_Data_.
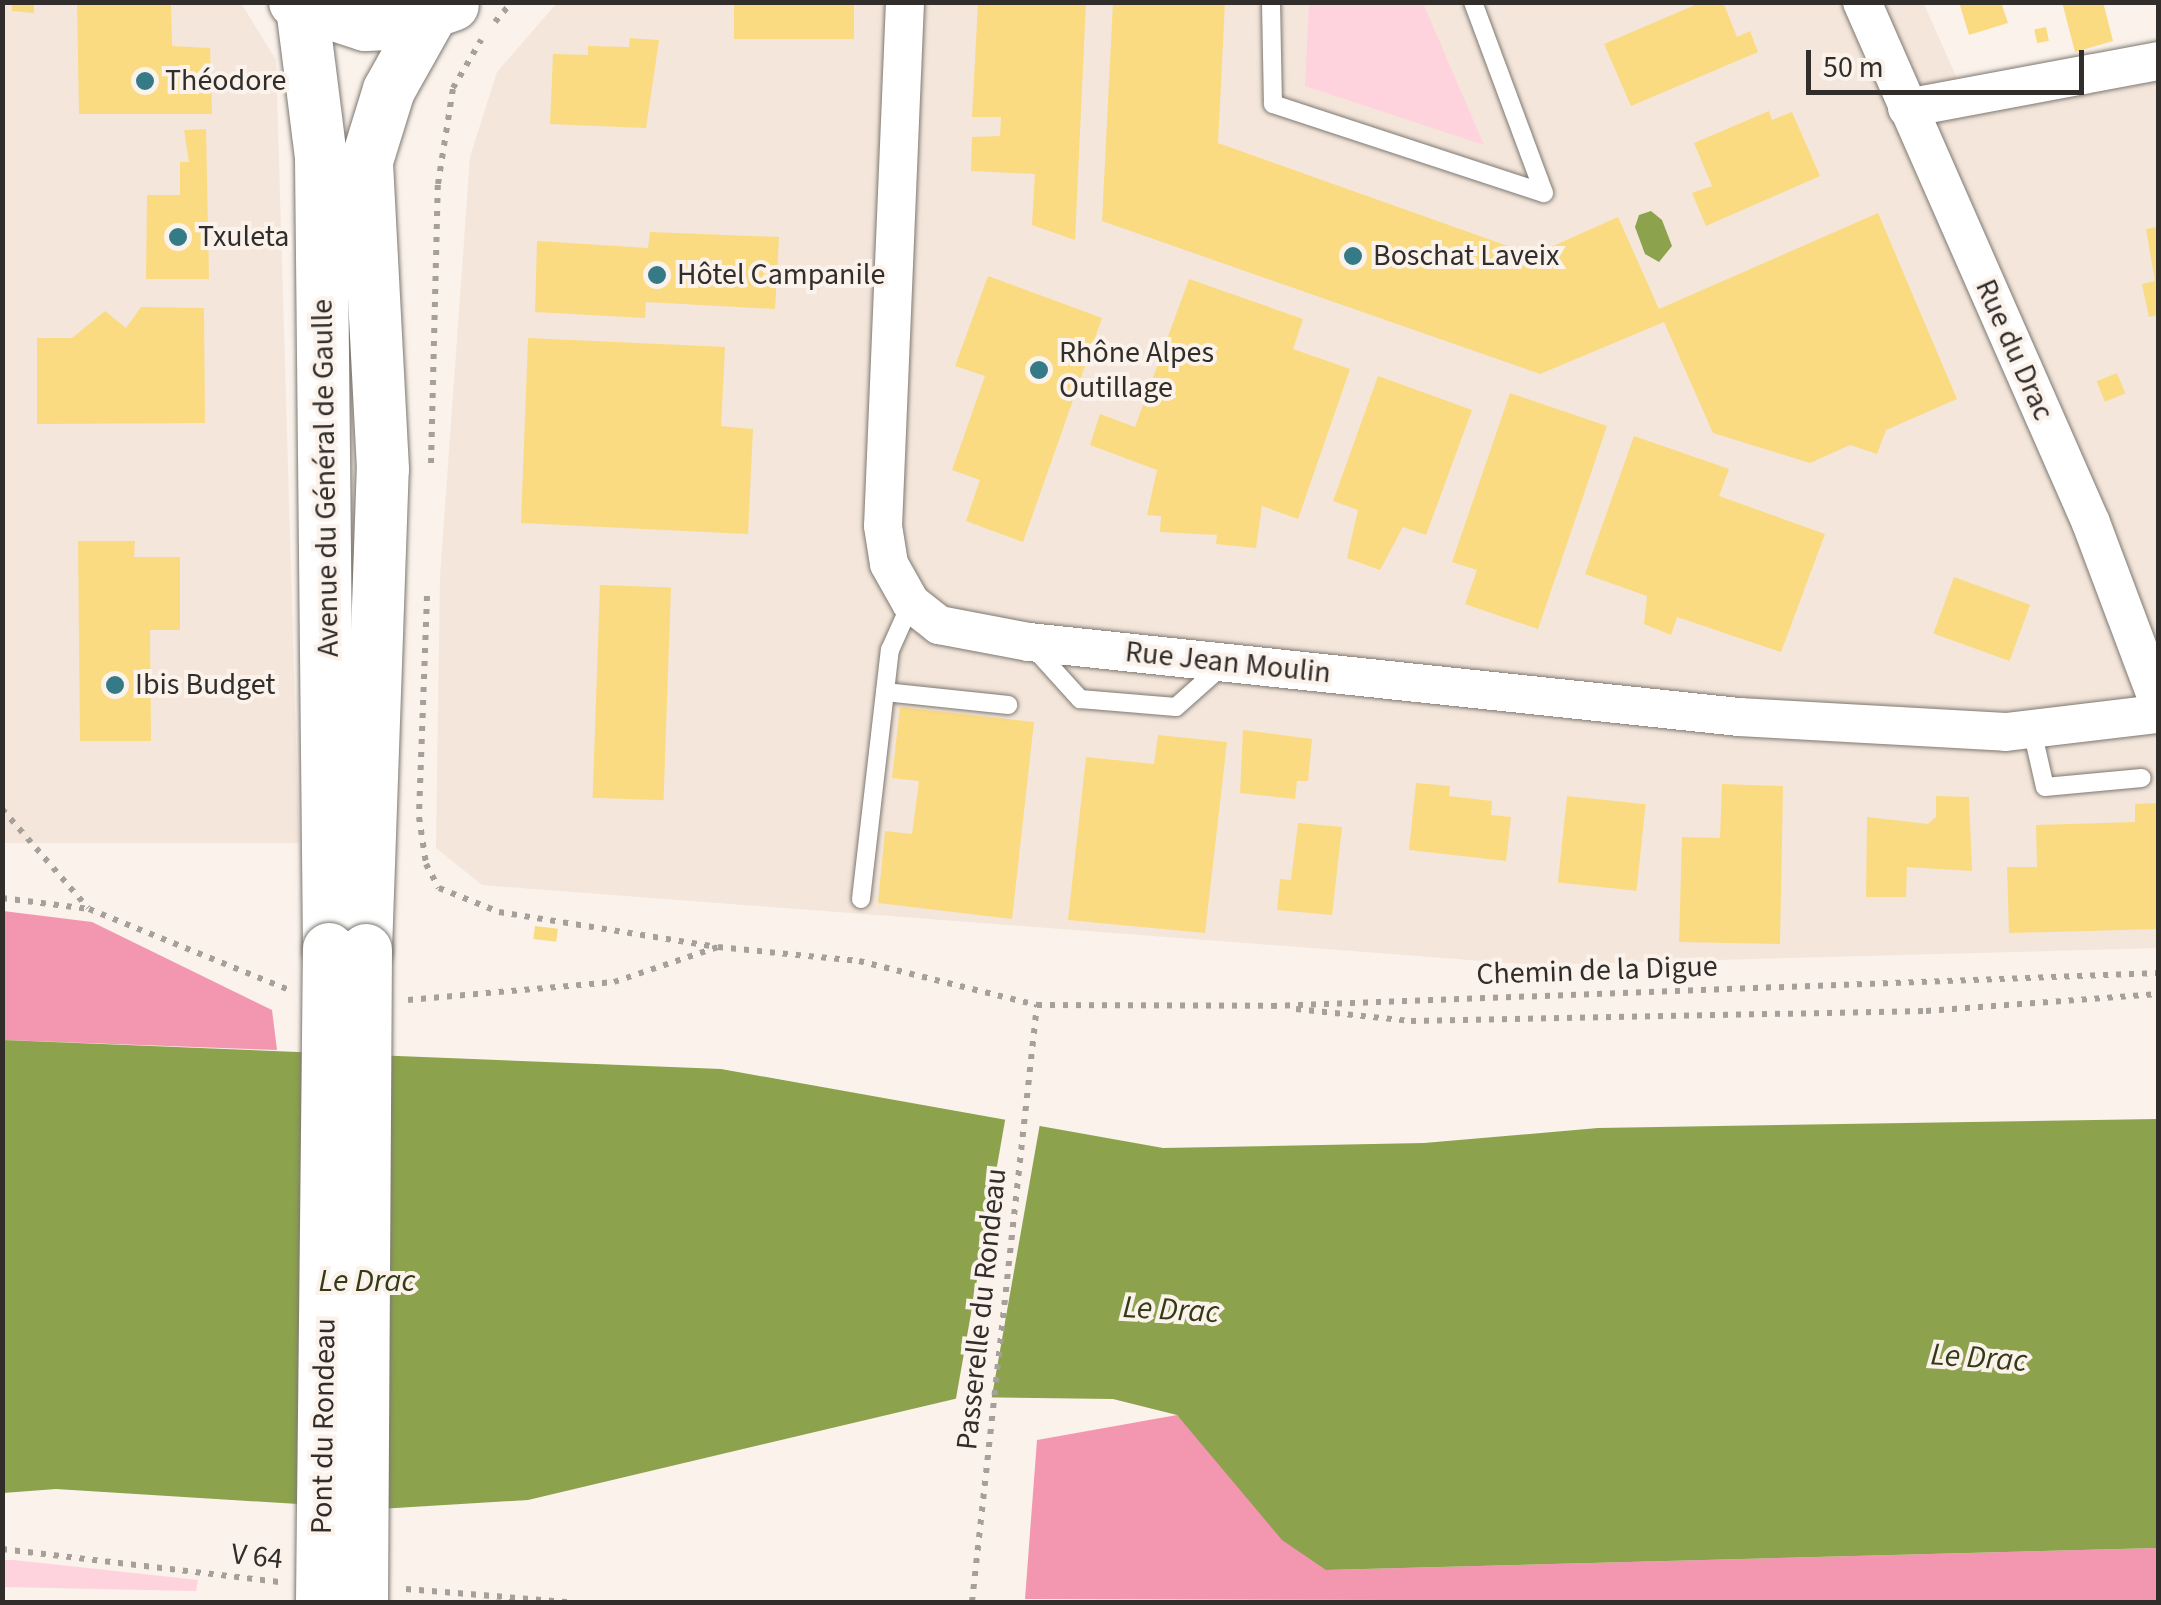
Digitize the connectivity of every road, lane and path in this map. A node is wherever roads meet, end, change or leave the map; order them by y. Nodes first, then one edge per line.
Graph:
...
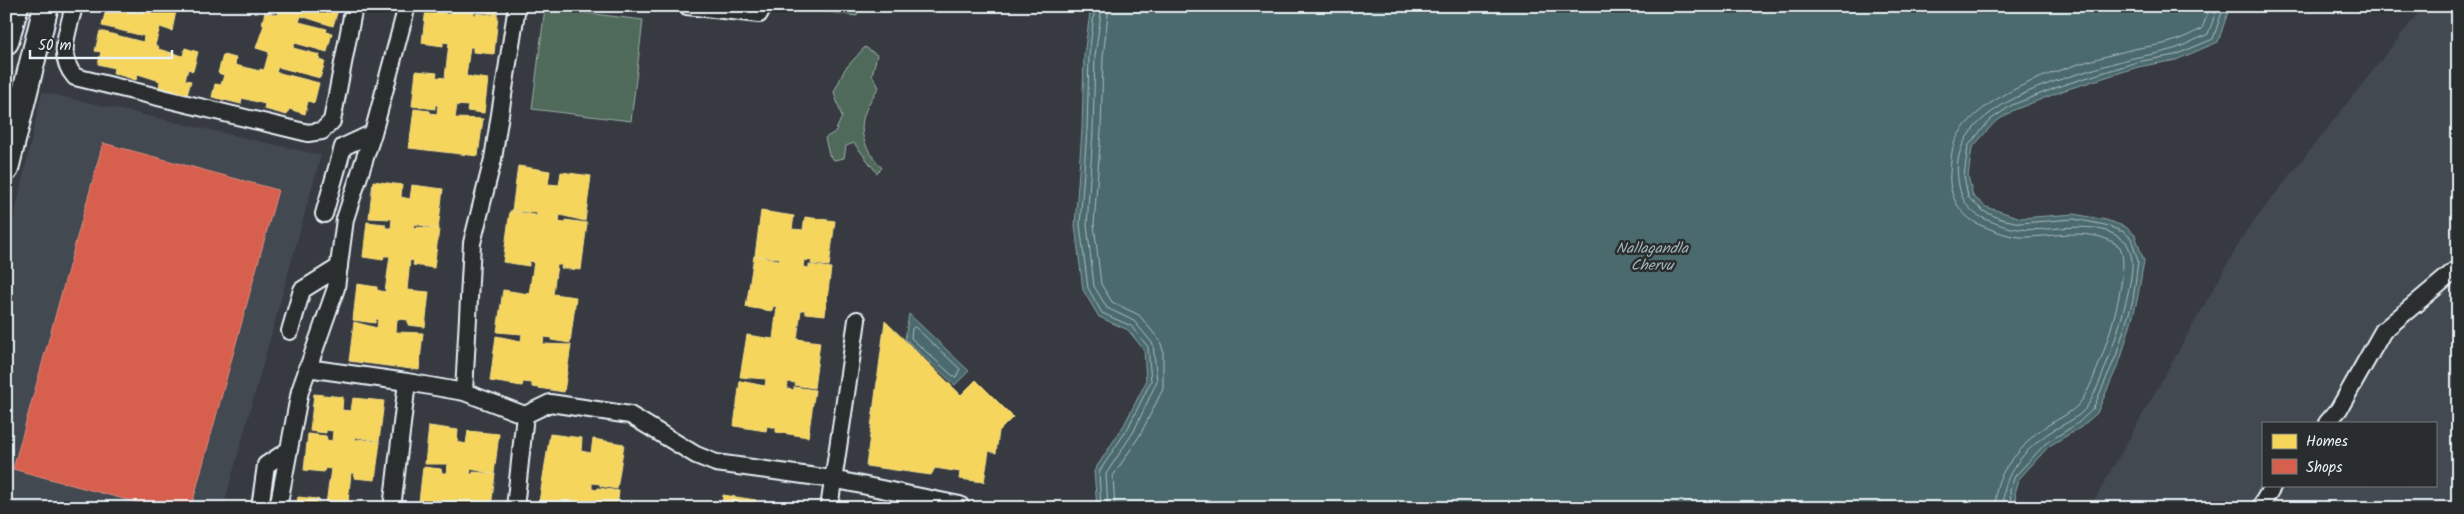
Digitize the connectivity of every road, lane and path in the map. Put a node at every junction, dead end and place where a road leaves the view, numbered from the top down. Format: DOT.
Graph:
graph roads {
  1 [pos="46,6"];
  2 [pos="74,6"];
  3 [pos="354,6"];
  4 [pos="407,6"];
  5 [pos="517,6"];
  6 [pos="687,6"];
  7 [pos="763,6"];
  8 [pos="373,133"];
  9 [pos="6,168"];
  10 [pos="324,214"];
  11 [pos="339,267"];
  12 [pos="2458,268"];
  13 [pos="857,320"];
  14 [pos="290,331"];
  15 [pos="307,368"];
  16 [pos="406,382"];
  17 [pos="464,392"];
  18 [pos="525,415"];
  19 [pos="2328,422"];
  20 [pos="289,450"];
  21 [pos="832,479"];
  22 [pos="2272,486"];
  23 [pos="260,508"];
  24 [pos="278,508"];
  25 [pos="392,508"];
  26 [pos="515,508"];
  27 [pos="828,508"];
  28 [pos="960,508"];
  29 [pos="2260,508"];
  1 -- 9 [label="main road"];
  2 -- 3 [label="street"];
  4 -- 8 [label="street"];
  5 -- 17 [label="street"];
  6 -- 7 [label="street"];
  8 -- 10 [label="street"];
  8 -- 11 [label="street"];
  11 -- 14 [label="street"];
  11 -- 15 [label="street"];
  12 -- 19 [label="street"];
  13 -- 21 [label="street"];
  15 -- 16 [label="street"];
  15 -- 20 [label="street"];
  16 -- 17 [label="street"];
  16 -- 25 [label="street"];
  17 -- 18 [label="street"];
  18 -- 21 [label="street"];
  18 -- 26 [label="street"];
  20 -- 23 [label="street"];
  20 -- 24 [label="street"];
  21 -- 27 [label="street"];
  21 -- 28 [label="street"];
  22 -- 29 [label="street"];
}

_Exercise_.
Tally the lines that hold the word "every" in the listing, and give the tally with nothing else.

_Expected output_.
2